Но нет, и слушателей своих оставлял генерал Жилинский не без надежды. Вопреки боязливому Самсонову он вынашивал смелые замыслы. А именно: теперь же повторить комбинированные действия Первой и Второй армии вокруг Мазурских озёр! Для этого Ренненкампф уже стоит отлично, углубясь в Пруссию, и остаётся только дополнить Вторую армию, доформировать некоторые корпуса и направить Шейдемана по направлению, избранному ещё до начала военных действий.

Великий князь сидел так прямо, так возвышенно, будто каждую минуту ждал исполнения национального гимна.

Хотя, кажется, всё важное было исчерпано, но теперь естественно требовалось выступить генералу Данилову: нельзя же было не выступить главному, как все тут понимали, стратегу русской армии. А при его положении надо было и не просто выступить, а выказать глубокую мысль, дать понять, что череда заботных дум не устаёт проплывать за его лбом (а лоб-то был туп! а череда тянучая! а мысли дохлые!), — и именно потому с трегубой самоуверенностью малоподвижных умов стал говорить генерал-квартирмейстер особо непререкаемо.

Да, вполне можно согласиться с тем, что обрисовал здесь главнокомандующий фронтом. (И подробно ещё раз — с чем именно). Но и важные добавления необходимо сделать. Бели бы корпуса Второй армии пересекли германскую границу ещё раньше, как было Самсонову приказано, а он осуществил с замедлением; и если бы он нанёс удар во фланг противнику у Мазурских озёр, как было указано, а не ожидал, пока тот развернётся к Самсонову фронтом, — то был бы несомненно достигнут успех над растерянным неприятелем, и мы сегодня торжествовали бы крупную победу.
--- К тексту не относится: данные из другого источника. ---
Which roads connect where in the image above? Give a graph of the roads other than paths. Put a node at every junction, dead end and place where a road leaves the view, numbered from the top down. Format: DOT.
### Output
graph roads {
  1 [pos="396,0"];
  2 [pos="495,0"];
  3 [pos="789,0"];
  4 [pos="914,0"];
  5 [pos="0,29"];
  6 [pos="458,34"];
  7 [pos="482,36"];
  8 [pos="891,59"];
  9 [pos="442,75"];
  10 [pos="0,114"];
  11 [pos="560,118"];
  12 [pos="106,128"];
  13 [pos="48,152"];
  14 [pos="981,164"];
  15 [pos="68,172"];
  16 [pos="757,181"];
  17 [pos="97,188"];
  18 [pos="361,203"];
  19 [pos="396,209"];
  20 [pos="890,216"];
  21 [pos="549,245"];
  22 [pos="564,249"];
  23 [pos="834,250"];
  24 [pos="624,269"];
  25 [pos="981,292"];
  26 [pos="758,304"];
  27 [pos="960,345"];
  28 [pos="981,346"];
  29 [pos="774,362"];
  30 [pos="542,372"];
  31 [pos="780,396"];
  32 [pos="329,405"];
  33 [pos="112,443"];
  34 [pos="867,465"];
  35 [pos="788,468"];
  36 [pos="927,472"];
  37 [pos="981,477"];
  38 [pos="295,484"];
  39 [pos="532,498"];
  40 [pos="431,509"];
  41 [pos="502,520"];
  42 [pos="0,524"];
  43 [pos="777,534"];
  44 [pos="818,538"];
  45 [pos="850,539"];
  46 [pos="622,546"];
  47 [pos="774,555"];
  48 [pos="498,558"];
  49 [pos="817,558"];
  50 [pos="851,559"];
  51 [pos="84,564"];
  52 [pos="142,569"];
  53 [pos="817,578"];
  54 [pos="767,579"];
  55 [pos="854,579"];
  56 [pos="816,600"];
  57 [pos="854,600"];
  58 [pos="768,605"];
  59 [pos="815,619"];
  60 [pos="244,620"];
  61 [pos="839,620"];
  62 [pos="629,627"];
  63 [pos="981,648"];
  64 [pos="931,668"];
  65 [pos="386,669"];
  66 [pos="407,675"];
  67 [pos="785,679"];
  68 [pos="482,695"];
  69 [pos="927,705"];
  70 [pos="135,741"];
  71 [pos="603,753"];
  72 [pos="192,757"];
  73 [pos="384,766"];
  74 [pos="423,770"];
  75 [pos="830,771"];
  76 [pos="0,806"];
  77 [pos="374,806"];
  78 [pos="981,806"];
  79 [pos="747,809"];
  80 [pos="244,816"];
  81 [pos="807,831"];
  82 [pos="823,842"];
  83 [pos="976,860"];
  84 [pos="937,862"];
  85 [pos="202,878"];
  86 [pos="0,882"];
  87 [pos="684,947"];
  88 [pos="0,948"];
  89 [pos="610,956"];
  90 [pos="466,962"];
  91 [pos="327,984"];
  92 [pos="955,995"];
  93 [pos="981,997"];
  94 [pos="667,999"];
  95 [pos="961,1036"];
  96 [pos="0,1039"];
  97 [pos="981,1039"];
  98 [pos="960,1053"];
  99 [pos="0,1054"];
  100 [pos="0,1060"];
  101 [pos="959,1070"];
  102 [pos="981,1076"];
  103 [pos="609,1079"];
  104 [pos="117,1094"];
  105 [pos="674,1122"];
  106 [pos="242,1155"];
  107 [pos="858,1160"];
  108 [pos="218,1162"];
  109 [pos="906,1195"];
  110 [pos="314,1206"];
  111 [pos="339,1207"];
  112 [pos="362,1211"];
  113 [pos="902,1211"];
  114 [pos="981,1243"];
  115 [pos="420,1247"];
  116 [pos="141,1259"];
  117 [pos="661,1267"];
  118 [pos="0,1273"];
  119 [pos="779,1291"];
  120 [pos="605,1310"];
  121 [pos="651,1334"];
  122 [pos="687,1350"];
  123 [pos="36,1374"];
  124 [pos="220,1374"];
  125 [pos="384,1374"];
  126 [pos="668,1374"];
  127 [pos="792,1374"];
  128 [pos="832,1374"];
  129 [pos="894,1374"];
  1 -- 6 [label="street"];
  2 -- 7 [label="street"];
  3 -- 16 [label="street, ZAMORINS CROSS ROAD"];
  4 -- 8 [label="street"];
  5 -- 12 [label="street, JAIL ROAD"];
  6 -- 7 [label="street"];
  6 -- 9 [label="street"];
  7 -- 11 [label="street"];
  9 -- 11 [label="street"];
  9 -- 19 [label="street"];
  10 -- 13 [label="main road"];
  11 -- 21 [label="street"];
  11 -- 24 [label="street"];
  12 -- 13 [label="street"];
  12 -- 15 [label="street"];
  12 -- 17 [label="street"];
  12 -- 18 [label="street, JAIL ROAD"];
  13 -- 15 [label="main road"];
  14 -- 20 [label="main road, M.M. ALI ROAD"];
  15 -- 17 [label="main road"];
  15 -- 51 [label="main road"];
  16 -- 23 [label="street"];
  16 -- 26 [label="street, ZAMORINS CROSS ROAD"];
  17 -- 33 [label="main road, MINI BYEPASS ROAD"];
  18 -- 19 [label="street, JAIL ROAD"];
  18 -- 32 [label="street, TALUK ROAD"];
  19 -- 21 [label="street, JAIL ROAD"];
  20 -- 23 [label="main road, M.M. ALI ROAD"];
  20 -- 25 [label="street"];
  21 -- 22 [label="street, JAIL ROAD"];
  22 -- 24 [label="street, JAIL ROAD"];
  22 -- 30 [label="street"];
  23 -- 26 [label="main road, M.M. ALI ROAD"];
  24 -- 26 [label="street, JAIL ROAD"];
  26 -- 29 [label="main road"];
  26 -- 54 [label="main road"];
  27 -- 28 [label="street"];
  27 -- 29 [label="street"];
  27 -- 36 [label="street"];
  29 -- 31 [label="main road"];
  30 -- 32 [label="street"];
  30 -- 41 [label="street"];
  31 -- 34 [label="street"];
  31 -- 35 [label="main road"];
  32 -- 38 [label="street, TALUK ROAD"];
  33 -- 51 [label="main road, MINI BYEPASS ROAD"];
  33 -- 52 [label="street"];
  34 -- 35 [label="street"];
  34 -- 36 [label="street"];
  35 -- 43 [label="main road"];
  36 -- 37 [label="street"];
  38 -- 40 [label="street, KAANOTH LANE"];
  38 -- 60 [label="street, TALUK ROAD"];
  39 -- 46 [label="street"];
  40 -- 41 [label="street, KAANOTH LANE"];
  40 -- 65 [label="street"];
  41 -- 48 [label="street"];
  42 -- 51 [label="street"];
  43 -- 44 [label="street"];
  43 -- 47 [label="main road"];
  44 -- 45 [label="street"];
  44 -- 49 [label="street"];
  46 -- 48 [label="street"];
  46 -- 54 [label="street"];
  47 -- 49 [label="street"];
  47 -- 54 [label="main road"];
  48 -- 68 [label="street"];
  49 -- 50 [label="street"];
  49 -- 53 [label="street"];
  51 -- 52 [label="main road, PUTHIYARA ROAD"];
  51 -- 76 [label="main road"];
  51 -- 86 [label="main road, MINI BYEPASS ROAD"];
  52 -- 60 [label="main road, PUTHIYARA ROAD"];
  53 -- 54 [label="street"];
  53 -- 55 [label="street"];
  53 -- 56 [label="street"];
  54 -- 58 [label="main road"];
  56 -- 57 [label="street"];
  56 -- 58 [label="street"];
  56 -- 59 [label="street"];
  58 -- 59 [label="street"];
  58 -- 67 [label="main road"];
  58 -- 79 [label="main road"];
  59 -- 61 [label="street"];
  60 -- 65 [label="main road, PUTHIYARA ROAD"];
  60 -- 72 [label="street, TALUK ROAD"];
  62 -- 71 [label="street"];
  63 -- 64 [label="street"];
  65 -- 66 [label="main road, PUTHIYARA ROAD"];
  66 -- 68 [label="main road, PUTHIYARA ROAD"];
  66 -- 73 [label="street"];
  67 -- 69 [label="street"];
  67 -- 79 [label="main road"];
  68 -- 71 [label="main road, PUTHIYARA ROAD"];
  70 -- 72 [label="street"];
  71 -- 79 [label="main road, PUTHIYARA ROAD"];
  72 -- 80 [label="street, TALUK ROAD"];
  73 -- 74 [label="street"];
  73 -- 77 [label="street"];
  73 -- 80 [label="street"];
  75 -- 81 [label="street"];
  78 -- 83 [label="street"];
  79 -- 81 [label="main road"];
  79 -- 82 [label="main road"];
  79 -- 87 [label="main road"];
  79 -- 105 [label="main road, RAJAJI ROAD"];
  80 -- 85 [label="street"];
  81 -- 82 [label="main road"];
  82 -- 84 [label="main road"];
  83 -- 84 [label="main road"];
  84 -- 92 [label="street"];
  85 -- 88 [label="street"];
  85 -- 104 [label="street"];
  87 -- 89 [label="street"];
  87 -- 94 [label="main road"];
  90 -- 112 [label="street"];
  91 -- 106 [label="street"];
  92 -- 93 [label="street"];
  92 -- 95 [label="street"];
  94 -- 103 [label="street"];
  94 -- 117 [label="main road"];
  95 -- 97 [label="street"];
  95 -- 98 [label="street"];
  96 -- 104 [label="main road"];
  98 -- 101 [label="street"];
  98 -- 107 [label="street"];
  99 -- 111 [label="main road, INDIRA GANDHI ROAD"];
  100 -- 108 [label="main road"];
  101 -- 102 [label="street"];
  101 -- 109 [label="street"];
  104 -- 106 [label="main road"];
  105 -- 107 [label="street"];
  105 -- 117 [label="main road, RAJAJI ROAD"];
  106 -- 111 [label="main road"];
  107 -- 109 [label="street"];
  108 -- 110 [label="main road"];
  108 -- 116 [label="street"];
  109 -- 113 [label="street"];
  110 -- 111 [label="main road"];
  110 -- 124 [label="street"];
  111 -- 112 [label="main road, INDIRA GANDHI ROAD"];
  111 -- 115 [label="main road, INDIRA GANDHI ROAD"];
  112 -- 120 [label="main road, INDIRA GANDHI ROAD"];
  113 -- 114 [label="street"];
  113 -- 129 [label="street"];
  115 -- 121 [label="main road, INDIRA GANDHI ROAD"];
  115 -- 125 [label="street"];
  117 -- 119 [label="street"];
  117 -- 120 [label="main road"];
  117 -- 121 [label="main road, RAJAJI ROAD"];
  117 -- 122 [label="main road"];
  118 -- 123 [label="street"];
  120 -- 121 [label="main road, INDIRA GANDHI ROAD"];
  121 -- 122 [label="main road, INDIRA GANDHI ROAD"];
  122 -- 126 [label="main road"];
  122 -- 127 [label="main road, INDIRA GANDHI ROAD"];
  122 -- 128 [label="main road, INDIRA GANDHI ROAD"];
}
Также немалую роль сыграла и усталость корпусов Второй армии — и в вину генералу Самсонову необходимо поставить, что он пренебрегал нормальными днёвками, как их предусматривает боевой устав; пехоты. Можно выдвинуть и много упрёков меньшего значения.

А ещё важнее сказанного была та важность, тупеющая сама от себя, с которой генерал-квартирмейстер замолчал. Уж так неизобретательно было его лицо, уж такая прямоугольность, такая неживость, такие глаза неподвижные, такие уши прижатенькие, бесфигурные, ну разве что усы веретеном натянуты, да лишние, — а вот вид! Генерал-квартирмейстер как бы остановил себя перед глубокой тайной, которую здесь не мог высказать, ибо слишком было широко совещание. Это жертвенность была: ту тайну и всю сложность науки он взваливал на свои одинокие плечи, чтобы потом, как специалист, разобраться во всём. Ибо он один был замок и ключ всей стратегии: офицеры ниже его не могли иметь ни его осведомлённости, ни его способностей, а выше был — беспомощный, но дельный Янушкевич, да горячий, неработоспособный великий князь.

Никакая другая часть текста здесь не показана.